What I want from a JIT is the ability to take a sequence of optimized bytecode/IR, and convert that to machine code doing only low-level optimizations (simple constant propagation, etc), register allocation and code gen.
Would Pyston be useful tool for this? If it will, then I’m interested.
If it replaces, rather than complements, the high-level optimizations we already implement and plan to implement, then I see less value in it.
If you still want to port Pyston to 3.12, but lack the VM support needed, please suggest hooks and plugin APIs that would help.
The Cinder team are actively doing that: We now have support for dict, class and function watchers. Your input could help improve and extends those APIs.
I think the Pyston JIT is what you are asking for but I suppose it depends on what you are imagining for an IR. If you’re planning on going down all the way to an LLVM-ish level, then no Pyston is not really about that – but then you might be interested in some of the optimizations that Pyston does in our version of that process. If you have an IR that is suitable for interpretation then I imagine it would be somewhat high level and it would be a good match.
But I think the main point is that if you are comparing where Pyston is now to a potential thing you might build in the future, then yes it will necessarily seem a bit lacking.
I guess my question is: what, if anything, would it take for you to accept a JIT contribution?

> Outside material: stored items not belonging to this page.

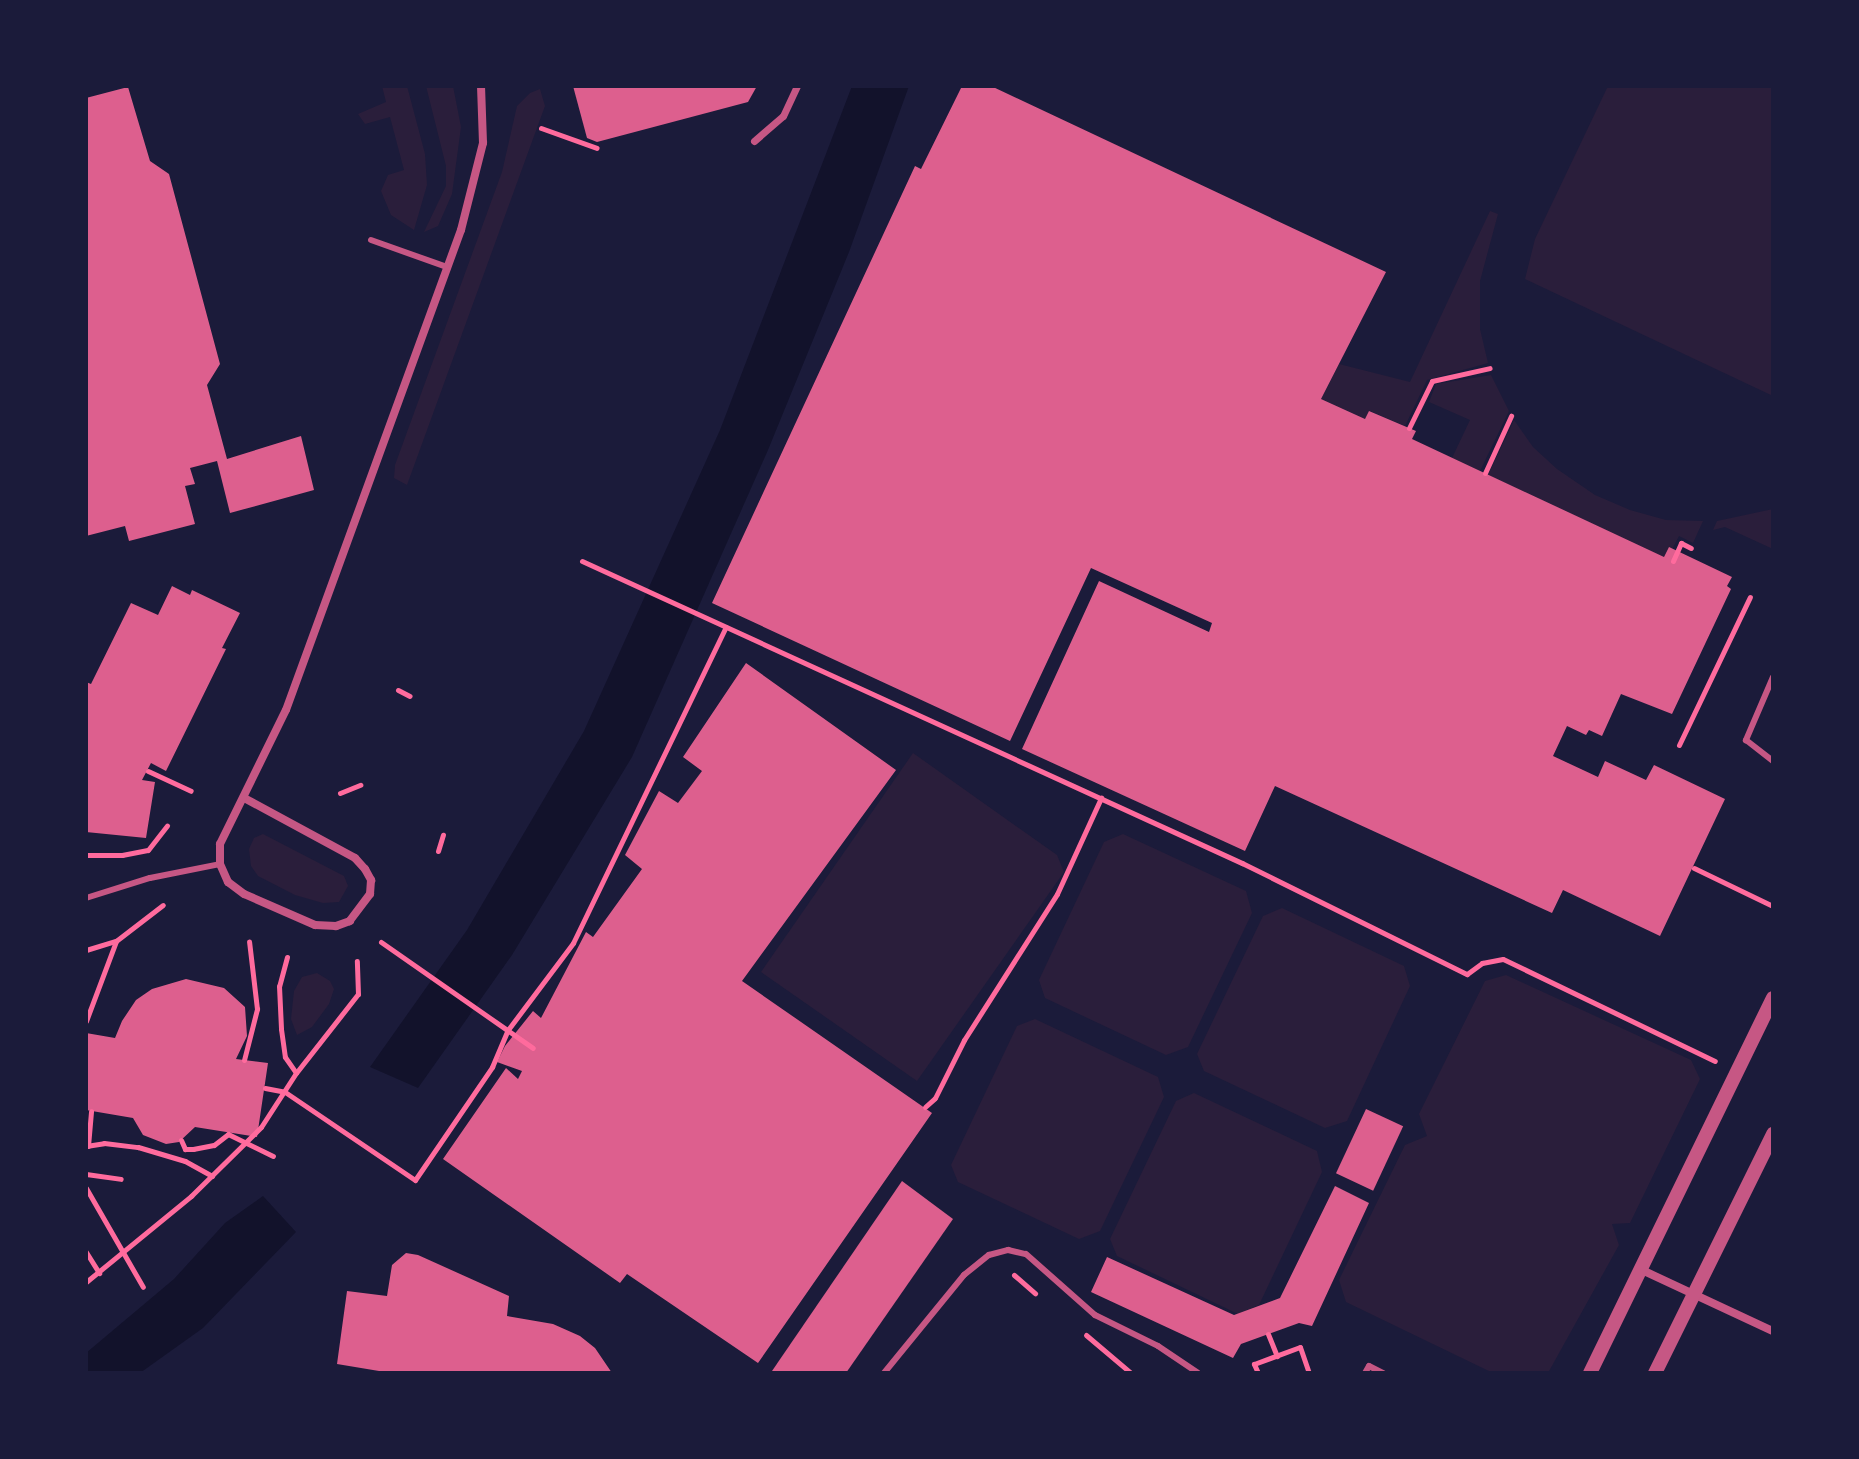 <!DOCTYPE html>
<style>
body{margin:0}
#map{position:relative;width:1859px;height:1459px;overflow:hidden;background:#1b1b3a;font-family:"Exo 2",sans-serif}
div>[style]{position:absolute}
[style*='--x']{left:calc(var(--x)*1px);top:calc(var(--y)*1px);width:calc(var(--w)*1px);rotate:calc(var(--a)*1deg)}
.green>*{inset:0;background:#2a1e3b}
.water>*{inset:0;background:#12122b}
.building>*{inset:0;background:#dd5f8e;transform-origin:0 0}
.path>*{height:5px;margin:-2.5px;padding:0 2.5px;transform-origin:2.5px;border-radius:2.5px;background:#ff6b9d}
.service>*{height:6px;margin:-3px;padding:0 3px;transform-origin:3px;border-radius:3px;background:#c65784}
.pedestrian>*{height:7px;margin:-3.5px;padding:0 3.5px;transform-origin:3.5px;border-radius:3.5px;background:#c65784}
.minor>*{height:8px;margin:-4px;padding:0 4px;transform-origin:4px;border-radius:4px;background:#c65784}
.tertiary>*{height:14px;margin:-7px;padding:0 7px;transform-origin:7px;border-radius:7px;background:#c65784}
span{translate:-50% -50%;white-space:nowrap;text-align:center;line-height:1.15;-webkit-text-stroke:7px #1b1b3a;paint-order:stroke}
.frame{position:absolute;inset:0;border:88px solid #1b1b3a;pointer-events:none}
</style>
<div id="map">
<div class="green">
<div style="clip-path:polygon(382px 86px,407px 86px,425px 154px,427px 185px,414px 230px,391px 215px,381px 191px,388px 175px,404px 170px,390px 117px,365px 124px,358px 114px,386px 102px)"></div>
<div style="clip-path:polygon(426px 86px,453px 86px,461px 127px,452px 194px,438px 226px,424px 232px,446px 186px,446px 166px)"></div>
<div style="clip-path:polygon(1608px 86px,1773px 86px,1773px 396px,1525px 279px,1535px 239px)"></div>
<div style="clip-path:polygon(540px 89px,545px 106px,407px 485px,394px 478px,395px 465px,502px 172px,517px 106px,530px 93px)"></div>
<div style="clip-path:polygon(1490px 211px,1498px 214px,1480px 281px,1480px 329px,1488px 363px,1427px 380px,1405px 426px,1370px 411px,1365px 419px,1321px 399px,1339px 364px,1410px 382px)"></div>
<div style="clip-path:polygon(1491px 375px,1509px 411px,1480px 471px,1452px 458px,1470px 420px,1429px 402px,1436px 384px)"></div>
<div style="clip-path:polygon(1514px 420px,1533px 447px,1557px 469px,1595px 495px,1630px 510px,1666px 520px,1703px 521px,1693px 543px,1679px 536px,1667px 559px,1488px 475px)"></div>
<div style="clip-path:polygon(1773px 509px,1773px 549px,1725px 527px,1713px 530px,1717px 521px)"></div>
<div style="clip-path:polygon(913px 753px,1057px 855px,1064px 872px,917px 1081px,761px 972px)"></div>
<div style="clip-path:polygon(263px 834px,344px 876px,348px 886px,339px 902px,323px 903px,295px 895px,258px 876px,251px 866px,249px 849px,254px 838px)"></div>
<div style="clip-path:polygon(1123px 834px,1246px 891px,1252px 913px,1188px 1047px,1166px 1055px,1045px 998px,1039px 980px,1104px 842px)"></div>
<div style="clip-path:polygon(1282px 908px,1404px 966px,1410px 986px,1347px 1121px,1325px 1128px,1204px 1071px,1197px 1054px,1263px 916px)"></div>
<div style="clip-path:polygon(317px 973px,330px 981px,334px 989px,329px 1004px,312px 1027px,297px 1035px,291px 1019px,294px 991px,302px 977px)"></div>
<div style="clip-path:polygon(1506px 975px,1691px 1060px,1700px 1079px,1630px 1223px,1612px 1224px,1619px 1245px,1548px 1373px,1493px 1373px,1346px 1302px,1339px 1280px,1405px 1145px,1427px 1136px,1419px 1114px,1485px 981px)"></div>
<div style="clip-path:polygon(1035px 1019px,1158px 1077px,1164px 1097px,1100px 1231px,1079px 1239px,958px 1182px,951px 1165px,1017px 1026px)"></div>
<div style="clip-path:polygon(1194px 1093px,1317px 1151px,1322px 1172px,1259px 1305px,1238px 1314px,1117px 1256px,1110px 1239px,1176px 1101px)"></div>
</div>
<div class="water">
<div style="clip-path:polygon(852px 86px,909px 86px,849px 252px,768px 450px,632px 757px,512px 955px,418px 1088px,370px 1067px,467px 930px,584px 731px,720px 430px)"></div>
<div style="clip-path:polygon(263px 1196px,296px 1232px,203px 1328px,140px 1373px,86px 1373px,86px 1353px,174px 1279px,225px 1223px)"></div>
</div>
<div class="building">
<div style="clip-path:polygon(573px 86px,757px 86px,748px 102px,597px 142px,587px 138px)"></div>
<div style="clip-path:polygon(962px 86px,991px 86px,1386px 272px,1321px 399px,1365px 419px,1369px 411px,1416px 431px,1412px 439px,1664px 557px,1669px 547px,1732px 577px,1727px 586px,1731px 589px,1672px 714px,1621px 694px,1602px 736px,1589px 730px,1586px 735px,1567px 726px,1553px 756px,1598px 777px,1605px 761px,1646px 780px,1654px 765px,1725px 799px,1660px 936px,1563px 890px,1552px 913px,1275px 786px,1245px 851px,1022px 749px,1099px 581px,1209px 632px,1212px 623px,1091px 568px,1010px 741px,712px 603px,915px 166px,921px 169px)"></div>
<div style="clip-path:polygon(128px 87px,150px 161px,169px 174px,220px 364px,207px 385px,227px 459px,301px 436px,314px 490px,230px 513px,217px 461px,190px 468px,195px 484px,185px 486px,195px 524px,129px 541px,125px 526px,86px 536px,86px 98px)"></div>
<div style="clip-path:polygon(172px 586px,190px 595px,192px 590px,240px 613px,222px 648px,226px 649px,166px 771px,151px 763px,142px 780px,155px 782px,146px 838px,86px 832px,86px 682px,91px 684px,131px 603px,158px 615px)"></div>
<div style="clip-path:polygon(746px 663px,896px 770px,742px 981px,932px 1113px,758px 1363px,627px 1274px,620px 1283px,443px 1159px,506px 1068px,518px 1079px,522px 1071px,497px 1062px,505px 1046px,533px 1011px,541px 1018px,586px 932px,593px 937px,642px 869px,625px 855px,659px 791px,678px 803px,702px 771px,683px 757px)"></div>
<div style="clip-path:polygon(186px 979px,224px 988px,245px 1007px,247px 1036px,236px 1059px,268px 1063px,257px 1137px,195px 1127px,179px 1142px,166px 1144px,143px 1135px,133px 1118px,86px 1110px,86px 1033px,115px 1038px,122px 1021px,136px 1000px,152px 989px)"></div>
<div style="left:1366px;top:1109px;width:41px;height:71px;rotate:25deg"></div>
<div style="clip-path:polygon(902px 1181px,953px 1219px,846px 1373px,775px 1373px,772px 1371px)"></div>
<div style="clip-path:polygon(1335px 1186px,1369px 1203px,1312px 1326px,1299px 1323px,1241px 1344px,1233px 1358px,1091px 1292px,1107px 1257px,1234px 1315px,1280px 1298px)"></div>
<div style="clip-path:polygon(406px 1253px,418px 1255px,509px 1296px,507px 1316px,553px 1324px,580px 1336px,595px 1348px,612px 1373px,391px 1373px,337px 1364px,347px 1291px,387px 1296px,392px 1265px)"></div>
</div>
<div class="path">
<div style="--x:541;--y:128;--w:59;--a:19.7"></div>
<div style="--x:1409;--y:428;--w:52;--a:-63.9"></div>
<div style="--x:1432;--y:381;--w:59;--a:-12.6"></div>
<div style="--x:1485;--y:473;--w:63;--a:-65.5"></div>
<div style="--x:582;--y:561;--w:726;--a:24.59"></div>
<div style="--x:1242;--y:863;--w:251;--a:26.3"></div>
<div style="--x:1467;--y:974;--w:19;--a:-36"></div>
<div style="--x:1482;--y:963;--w:21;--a:-11"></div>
<div style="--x:1503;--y:959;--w:235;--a:25.7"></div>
<div style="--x:1673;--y:561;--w:20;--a:-66"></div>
<div style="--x:1681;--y:543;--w:11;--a:27"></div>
<div style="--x:398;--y:690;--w:13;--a:27"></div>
<div style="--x:1679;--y:745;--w:164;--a:-64.4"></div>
<div style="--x:148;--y:771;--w:47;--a:24.9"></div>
<div style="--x:340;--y:793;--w:22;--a:-22"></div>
<div style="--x:438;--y:851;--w:17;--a:-73"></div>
<div style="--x:86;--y:855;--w:36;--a:0"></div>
<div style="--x:122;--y:855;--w:26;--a:-11"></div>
<div style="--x:148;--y:850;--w:31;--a:-52"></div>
<div style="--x:1694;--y:868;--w:88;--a:25.7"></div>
<div style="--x:381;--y:942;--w:185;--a:34.9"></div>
<div style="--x:86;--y:950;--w:31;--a:-17"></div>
<div style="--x:116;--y:941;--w:59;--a:-37.5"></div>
<div style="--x:287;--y:957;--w:30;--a:105"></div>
<div style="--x:279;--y:986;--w:43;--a:87.3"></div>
<div style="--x:281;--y:1029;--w:28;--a:82"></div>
<div style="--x:285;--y:1057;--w:19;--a:55"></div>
<div style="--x:86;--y:1021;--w:85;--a:-69.4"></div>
<div style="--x:244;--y:1060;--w:53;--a:-75.7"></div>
<div style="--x:257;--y:1009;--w:68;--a:-96.7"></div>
<div style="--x:265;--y:1088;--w:20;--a:11"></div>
<div style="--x:285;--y:1092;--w:157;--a:34.1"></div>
<div style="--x:415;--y:1180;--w:137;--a:-55.7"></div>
<div style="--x:492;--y:1067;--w:39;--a:-67"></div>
<div style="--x:507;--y:1031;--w:110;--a:-53.1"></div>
<div style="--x:573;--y:943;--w:351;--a:-64.2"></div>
<div style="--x:925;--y:1107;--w:13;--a:-42"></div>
<div style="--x:935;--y:1098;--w:65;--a:-63.4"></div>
<div style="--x:964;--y:1040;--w:173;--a:-57.5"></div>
<div style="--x:1057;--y:894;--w:106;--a:-65.4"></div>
<div style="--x:181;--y:1140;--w:10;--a:66"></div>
<div style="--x:185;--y:1149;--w:8;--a:0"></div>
<div style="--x:193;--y:1149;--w:21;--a:-11"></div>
<div style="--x:214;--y:1145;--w:18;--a:-38"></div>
<div style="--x:228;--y:1134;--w:50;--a:26.1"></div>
<div style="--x:86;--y:1146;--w:18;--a:-9"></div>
<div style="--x:104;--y:1143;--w:34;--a:7"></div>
<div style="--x:138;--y:1147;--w:49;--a:16.6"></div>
<div style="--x:185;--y:1161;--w:31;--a:29"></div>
<div style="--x:88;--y:1146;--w:35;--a:-85"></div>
<div style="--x:86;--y:1174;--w:35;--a:8"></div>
<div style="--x:86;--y:1188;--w:114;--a:60.1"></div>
<div style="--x:86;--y:1252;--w:25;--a:58"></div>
<div style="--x:1014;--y:1275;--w:28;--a:41"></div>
<div style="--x:86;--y:1282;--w:136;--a:-39.3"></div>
<div style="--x:191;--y:1196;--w:98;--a:-44.6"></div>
<div style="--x:261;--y:1127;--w:64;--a:-57.1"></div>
<div style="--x:296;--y:1073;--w:100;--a:-51.9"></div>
<div style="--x:358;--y:994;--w:33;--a:-92"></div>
<div style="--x:1268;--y:1334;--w:24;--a:68"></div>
<div style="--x:1086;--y:1335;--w:59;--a:40.2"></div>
<div style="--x:1258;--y:1373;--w:10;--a:-114"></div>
<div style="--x:1254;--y:1364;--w:49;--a:-20.3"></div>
<div style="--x:1300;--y:1347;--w:28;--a:71"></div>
</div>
<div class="service">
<div style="--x:371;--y:240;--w:81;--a:19.6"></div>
<div style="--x:1773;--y:677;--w:69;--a:113.2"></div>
<div style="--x:1746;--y:740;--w:34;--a:38"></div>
<div style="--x:86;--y:898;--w:67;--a:-17.4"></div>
<div style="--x:150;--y:878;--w:71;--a:-11.3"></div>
<div style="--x:884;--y:1373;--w:127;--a:-50.8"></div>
<div style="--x:964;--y:1275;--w:32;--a:-39"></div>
<div style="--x:989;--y:1255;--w:20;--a:-15"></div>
<div style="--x:1008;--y:1250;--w:18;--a:13"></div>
<div style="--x:1026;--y:1254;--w:92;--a:41.5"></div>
<div style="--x:1095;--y:1315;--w:70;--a:26.2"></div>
<div style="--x:1158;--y:1346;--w:48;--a:34"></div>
<div style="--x:1365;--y:1373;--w:8;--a:-60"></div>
<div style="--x:1369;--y:1366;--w:16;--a:27"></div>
</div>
<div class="pedestrian">
<div style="--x:754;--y:141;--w:38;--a:-41"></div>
<div style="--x:783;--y:116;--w:33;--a:-65"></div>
</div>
<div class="minor">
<div style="--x:246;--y:799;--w:124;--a:28.4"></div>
<div style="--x:355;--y:858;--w:15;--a:48"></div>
<div style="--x:365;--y:869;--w:13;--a:61"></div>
<div style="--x:371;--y:880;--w:14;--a:94"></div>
<div style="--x:370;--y:894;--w:34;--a:127"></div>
<div style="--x:350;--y:921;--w:15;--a:160"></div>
<div style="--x:336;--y:926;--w:21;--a:-177"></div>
<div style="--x:315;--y:925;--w:77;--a:-156.4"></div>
<div style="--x:244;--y:894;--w:20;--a:-143"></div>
<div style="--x:228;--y:882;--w:20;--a:-114"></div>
<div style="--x:220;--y:864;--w:20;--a:-90"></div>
<div style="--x:220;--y:844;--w:149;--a:-63.8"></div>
<div style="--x:286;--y:710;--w:511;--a:-69.97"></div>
<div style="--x:461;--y:230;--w:90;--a:-75.8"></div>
<div style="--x:483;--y:143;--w:57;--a:-92"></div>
<div style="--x:1642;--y:1270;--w:145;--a:25"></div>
</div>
<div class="tertiary">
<div style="--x:1590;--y:1373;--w:417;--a:-64"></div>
<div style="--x:1655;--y:1373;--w:267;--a:-63.7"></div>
</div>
<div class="frame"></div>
</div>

For PyArg_ParseTuple our approach is just to convert to argument clinic. Argument clinic code is far far faster at parsing arguments in every case we saw – I don’t remember the numbers but I think it’s many times faster. It’s been a little while now but I believe that when I checked, all of the performance sensitive functions had already been converted to argument clinic in main.
PyErr_Format still remains; we didn’t build any automation for it, so we just manually wrote out the handling for the two hottest sites: int() failure, and attribute errors. Yes it’s ugly but it’s a meaningful speedup. I looked into speeding up PyErr_Format but a good chunk of the time is spent dispatching on the format string characters, so I didn’t see an easy win.